Alice franchit le seuil de la salle, et un souffle glacial sembla l'envelopper aussitôt. Ce n'était pas la température - les systèmes de survie ne fonctionnaient plus depuis longtemps - mais une sensation plus viscérale. Comme si la mort elle-même imprégnait l'air. Elle s'approcha des premiers caissons.
À l'intérieur, il ne restait que des squelettes.
Certains encore partiellement enrobés de fragments de vêtements gelés, d'autres dont les orbites vides semblaient les fixer tandis qu'ils avançaient. Le givre avait recouvert les vitres, dessinant des arabesques autour des crânes blanchis. Ici et là, des doigts étaient plaqués contre la paroi, comme si certains avaient tenté de frapper, de gratter... Ou de supplier.
Une véritable haie d'honneur funèbre, sinistre, silencieuse.
Célia s'arrêta net, la main portée à sa bouche.
- Putain... murmura-t-elle.
Même Alphonse ne fit aucune remarque. Il restait légèrement en retrait, le regard fuyant, comme s'il refusait de regarder ces morts en face.

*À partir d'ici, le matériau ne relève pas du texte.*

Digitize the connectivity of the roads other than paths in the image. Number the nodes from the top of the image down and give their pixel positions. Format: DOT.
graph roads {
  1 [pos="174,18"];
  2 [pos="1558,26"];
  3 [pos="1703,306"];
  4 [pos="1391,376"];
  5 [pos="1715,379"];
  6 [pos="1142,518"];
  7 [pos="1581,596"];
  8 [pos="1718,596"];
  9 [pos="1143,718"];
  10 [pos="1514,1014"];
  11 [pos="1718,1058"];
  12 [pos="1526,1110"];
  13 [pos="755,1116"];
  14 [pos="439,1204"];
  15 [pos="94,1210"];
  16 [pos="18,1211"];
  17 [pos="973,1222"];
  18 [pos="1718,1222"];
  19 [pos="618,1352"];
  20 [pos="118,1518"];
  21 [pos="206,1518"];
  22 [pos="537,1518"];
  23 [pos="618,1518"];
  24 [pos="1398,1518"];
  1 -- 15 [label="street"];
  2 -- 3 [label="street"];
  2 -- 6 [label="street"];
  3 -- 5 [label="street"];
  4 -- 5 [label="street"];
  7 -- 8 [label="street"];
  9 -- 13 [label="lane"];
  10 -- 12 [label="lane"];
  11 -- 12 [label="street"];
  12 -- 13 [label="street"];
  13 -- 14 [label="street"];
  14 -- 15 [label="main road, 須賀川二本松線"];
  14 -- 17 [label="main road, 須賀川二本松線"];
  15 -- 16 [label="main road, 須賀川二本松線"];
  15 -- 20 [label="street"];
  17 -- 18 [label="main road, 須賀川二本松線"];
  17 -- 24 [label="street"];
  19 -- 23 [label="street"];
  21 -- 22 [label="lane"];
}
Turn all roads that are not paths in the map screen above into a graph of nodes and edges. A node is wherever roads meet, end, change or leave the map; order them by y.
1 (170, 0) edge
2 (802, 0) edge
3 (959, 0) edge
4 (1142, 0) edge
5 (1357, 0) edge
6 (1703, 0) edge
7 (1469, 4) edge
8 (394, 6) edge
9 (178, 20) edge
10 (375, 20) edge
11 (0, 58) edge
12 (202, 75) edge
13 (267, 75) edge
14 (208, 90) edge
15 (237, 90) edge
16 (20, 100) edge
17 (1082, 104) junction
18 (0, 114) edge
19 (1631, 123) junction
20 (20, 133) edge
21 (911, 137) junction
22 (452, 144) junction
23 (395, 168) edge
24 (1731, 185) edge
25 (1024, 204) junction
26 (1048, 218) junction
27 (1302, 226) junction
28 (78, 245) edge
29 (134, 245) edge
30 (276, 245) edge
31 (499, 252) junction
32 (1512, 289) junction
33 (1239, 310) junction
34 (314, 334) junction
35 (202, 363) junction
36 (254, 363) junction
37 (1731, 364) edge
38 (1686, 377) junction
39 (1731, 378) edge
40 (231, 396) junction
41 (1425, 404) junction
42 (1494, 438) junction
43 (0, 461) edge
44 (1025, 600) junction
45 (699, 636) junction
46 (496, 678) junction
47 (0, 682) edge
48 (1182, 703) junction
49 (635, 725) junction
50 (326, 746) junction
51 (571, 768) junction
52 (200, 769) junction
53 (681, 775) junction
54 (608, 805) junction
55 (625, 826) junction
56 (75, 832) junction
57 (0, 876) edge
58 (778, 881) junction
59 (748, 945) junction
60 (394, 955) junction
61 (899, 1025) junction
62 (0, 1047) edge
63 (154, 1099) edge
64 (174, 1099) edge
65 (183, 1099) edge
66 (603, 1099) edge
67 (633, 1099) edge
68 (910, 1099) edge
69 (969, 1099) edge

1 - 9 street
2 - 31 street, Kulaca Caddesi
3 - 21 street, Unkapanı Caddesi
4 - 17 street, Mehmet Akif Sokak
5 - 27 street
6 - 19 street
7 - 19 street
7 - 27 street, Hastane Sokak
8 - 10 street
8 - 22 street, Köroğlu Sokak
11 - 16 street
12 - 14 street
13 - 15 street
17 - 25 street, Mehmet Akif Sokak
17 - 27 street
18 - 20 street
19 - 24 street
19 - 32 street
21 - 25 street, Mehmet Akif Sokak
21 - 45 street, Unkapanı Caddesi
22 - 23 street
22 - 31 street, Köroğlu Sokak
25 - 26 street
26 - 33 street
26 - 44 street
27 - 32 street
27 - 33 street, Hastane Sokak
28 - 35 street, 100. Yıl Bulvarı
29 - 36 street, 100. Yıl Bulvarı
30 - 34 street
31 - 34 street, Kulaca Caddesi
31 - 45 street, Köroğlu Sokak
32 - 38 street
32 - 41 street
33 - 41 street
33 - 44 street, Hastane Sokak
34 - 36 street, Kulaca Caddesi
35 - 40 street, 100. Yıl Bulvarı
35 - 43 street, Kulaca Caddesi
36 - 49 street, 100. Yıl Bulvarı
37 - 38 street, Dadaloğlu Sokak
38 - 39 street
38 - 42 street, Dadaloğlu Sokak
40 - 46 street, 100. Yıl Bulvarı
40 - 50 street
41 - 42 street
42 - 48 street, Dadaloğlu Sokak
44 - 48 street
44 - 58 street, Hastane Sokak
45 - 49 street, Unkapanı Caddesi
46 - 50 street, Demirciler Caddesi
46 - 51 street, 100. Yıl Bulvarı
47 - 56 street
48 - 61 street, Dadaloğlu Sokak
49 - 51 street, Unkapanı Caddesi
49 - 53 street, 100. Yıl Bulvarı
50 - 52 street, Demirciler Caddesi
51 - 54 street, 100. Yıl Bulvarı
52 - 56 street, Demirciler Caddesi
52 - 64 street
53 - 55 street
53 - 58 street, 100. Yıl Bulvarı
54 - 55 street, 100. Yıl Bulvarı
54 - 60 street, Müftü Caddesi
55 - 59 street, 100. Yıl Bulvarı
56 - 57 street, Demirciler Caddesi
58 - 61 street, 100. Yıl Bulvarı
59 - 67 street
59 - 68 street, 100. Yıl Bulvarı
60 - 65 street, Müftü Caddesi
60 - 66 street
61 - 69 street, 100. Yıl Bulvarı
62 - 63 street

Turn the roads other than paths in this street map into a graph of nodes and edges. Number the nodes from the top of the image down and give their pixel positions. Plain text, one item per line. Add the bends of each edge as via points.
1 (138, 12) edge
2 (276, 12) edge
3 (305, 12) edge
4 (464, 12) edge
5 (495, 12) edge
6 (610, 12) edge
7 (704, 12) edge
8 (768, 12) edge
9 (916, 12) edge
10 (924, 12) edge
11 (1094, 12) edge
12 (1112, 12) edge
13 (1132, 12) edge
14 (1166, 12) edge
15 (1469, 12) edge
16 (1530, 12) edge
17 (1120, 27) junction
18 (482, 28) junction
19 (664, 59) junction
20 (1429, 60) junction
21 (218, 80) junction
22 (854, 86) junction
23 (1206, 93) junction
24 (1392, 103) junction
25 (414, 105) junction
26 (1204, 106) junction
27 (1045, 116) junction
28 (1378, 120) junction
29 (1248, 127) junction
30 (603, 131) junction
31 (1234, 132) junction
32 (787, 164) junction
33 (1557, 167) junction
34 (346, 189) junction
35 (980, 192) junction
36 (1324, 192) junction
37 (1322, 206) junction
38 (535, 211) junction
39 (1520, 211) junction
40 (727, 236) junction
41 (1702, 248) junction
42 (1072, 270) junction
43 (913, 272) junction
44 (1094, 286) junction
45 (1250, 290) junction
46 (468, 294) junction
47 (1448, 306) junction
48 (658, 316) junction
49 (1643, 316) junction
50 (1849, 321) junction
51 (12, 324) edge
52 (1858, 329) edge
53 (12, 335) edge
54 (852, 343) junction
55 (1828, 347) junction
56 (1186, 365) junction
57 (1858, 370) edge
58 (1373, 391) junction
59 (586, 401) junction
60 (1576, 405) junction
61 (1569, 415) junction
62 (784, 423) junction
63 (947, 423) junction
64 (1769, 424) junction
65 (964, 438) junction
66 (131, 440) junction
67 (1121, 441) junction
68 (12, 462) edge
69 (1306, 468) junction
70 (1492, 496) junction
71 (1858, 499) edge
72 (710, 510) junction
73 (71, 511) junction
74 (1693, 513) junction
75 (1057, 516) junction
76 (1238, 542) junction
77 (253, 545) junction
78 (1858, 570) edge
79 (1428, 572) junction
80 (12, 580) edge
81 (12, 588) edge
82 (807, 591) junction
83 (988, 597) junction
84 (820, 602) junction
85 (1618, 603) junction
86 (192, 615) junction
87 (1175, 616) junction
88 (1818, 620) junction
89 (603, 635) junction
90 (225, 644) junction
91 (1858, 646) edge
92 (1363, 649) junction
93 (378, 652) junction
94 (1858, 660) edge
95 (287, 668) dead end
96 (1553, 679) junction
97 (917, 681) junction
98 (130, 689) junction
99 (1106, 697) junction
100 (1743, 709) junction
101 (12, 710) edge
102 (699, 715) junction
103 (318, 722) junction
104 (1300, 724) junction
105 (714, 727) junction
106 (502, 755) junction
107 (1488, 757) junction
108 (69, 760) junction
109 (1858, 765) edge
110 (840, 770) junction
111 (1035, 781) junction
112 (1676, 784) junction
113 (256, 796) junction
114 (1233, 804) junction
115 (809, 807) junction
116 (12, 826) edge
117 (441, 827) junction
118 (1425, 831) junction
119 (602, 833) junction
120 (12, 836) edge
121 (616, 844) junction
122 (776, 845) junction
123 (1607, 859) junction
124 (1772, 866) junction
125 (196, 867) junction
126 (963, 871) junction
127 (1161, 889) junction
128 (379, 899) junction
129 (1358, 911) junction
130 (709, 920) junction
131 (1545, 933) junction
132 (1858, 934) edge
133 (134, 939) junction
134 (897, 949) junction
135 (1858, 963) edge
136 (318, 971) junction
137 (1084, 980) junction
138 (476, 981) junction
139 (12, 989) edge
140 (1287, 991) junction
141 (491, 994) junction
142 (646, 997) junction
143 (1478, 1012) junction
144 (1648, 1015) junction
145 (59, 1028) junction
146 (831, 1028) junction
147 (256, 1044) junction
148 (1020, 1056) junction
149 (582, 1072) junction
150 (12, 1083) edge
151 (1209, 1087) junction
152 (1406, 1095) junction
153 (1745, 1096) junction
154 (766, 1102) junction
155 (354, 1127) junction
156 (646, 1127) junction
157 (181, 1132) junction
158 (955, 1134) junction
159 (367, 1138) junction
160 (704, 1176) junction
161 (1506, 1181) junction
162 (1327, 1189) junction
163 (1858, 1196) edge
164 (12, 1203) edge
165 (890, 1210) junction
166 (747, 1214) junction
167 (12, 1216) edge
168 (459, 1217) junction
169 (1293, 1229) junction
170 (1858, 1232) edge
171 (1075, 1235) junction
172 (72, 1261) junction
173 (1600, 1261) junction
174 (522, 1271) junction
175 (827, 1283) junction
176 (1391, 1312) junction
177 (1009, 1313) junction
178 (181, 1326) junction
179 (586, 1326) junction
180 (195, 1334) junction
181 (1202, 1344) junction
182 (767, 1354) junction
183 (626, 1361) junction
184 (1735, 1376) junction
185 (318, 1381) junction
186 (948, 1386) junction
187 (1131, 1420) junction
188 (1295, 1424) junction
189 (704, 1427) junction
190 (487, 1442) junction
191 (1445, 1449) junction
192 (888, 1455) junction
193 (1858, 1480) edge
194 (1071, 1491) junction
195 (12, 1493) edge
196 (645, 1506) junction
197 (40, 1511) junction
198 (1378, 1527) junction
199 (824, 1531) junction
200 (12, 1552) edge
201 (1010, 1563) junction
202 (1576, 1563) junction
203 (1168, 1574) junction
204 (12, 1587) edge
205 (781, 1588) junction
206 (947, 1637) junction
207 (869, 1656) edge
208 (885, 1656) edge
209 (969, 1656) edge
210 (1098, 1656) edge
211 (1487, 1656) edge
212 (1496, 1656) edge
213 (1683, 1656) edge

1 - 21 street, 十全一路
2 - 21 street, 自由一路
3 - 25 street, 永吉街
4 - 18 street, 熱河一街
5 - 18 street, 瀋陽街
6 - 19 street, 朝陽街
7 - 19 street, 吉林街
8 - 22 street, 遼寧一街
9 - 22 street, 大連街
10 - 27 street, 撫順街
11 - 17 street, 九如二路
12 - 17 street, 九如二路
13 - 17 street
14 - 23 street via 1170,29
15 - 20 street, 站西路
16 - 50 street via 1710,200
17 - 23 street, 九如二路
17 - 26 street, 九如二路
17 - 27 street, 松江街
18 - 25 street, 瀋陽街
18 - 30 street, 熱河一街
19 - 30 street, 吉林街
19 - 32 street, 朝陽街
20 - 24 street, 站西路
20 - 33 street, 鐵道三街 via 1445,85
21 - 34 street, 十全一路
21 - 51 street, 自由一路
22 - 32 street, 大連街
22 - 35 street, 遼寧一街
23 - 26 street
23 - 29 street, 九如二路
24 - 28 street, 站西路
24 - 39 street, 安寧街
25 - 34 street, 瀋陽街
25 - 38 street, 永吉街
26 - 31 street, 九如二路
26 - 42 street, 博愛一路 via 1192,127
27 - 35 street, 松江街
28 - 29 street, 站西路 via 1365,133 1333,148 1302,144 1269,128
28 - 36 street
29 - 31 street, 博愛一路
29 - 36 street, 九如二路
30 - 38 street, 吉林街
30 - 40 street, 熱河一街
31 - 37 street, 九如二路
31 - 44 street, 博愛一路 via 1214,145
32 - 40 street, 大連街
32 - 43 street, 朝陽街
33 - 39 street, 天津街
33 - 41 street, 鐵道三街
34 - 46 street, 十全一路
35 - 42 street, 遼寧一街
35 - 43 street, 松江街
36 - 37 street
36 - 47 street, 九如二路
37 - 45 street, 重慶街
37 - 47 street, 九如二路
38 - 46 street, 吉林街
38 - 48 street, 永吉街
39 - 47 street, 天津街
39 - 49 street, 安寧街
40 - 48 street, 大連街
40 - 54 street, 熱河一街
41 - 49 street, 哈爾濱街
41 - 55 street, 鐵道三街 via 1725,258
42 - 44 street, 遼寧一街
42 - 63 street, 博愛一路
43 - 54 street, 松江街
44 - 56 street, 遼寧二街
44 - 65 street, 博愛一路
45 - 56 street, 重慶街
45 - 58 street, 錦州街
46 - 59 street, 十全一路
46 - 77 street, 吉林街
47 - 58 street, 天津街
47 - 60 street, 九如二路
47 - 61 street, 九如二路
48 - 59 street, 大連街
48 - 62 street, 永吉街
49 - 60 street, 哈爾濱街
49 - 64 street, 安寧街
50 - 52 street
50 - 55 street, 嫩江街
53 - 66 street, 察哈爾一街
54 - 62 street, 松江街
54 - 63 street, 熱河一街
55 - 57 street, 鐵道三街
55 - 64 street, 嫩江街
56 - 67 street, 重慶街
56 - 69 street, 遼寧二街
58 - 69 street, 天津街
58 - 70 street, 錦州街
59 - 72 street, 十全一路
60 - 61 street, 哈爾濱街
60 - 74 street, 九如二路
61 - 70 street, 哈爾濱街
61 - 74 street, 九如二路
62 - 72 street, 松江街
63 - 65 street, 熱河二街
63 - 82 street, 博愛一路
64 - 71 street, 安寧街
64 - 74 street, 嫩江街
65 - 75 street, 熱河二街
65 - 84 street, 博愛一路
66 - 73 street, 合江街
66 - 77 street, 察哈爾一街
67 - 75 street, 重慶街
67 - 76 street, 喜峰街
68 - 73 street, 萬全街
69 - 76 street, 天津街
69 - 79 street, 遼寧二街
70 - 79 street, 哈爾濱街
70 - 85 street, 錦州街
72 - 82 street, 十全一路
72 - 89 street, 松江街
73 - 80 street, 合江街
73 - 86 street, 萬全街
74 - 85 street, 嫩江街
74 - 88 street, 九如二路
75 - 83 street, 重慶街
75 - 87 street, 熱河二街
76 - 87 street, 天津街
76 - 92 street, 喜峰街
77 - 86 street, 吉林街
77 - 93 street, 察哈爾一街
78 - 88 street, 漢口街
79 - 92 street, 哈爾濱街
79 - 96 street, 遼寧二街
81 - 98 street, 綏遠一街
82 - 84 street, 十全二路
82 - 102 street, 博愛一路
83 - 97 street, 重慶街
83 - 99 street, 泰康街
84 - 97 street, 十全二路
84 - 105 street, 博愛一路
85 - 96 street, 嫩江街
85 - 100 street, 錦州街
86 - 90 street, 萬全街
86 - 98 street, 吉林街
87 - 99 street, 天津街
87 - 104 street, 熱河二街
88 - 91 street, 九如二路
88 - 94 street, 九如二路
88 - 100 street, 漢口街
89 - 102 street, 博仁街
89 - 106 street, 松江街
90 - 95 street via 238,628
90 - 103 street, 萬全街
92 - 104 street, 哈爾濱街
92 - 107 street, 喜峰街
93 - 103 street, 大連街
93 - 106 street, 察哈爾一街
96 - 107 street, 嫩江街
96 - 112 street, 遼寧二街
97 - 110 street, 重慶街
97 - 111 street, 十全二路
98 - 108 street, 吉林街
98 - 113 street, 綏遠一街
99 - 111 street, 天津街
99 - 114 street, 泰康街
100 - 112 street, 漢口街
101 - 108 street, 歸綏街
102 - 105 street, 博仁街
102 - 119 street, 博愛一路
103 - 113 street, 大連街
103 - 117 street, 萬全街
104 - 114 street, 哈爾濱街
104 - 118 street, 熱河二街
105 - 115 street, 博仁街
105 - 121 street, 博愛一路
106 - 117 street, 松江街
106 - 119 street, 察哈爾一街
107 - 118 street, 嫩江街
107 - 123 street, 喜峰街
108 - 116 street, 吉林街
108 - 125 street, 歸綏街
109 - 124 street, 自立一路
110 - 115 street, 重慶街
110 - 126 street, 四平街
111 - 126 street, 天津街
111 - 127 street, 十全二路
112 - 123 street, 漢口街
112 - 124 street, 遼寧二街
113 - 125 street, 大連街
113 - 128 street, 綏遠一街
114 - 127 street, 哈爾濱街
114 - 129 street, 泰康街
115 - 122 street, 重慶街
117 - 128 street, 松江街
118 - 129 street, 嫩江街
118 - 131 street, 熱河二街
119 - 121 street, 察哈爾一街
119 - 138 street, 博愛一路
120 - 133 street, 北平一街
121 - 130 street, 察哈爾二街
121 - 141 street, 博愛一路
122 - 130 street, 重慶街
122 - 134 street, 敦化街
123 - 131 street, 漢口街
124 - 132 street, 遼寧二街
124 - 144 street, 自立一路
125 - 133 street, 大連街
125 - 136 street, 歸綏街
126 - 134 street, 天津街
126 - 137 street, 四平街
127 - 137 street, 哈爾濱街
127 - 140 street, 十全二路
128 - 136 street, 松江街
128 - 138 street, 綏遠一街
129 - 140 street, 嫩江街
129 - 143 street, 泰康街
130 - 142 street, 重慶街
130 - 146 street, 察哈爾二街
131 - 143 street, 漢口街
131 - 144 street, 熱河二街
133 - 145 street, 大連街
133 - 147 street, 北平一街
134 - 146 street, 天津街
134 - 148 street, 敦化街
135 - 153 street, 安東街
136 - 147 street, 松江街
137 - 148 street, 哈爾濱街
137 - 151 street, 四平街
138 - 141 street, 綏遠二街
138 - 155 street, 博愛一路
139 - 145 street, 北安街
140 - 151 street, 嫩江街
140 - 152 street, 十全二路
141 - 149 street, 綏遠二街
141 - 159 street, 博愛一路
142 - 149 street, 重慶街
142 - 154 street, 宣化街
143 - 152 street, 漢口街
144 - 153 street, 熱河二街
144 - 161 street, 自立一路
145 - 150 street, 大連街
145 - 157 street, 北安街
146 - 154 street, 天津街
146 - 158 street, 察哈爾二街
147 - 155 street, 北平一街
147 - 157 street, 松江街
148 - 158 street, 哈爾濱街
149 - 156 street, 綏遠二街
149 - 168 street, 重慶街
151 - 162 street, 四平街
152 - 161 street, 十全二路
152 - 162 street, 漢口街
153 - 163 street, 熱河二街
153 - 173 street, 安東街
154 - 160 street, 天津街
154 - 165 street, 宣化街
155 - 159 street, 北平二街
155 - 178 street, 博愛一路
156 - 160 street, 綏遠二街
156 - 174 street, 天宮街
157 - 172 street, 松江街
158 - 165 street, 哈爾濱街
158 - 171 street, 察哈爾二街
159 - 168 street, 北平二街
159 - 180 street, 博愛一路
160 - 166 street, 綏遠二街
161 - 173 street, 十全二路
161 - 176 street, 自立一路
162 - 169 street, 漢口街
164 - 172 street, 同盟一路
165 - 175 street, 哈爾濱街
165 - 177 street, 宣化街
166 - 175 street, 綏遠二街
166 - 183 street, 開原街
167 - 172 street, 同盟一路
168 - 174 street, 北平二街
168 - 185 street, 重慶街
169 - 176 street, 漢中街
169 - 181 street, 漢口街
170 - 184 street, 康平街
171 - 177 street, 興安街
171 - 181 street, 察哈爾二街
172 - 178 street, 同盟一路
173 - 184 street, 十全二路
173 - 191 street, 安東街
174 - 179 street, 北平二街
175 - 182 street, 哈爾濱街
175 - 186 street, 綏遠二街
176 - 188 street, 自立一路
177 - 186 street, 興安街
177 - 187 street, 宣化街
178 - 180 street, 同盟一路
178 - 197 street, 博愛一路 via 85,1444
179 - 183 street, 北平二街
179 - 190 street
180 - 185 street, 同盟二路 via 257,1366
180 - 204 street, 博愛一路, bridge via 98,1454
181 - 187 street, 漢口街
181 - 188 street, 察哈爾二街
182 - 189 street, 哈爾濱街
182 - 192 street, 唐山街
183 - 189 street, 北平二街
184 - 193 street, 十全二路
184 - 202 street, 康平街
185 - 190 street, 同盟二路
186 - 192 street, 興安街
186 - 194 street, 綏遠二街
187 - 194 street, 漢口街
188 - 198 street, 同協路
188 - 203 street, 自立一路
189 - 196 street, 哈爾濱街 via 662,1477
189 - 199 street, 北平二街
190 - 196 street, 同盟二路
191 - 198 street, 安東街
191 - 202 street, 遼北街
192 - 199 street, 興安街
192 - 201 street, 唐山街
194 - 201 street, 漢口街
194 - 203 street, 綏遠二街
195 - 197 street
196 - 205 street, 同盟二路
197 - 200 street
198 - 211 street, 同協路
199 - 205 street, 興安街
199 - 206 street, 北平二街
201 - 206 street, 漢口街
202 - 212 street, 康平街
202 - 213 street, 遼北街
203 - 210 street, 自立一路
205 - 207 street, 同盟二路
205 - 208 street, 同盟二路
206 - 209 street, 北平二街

Alice, elle, se força à avancer. Lentement. Chaque pas résonnait dans le silence comme un affront.
- Ils ont tous péri ici, murmura-t-elle. Un à un.
- Le signal de détresse... commença Nova. Il a sans doute été émis automatiquement quand les premiers signes vitaux se sont éteints.
Le groupe progressa encore de quelques mètres, évitant de regarder trop longtemps les restes humains qui les entouraient. Une odeur de métal froid et de poussière saturait leurs combinaisons, même à travers les filtres.
Tout au bout de l'allée macabre, une console attendait. Poussiéreuse, couverte de givre, mais intacte.
Nova projeta un léger halo de lumière en s'approchant, son image plus pâle que d'habitude.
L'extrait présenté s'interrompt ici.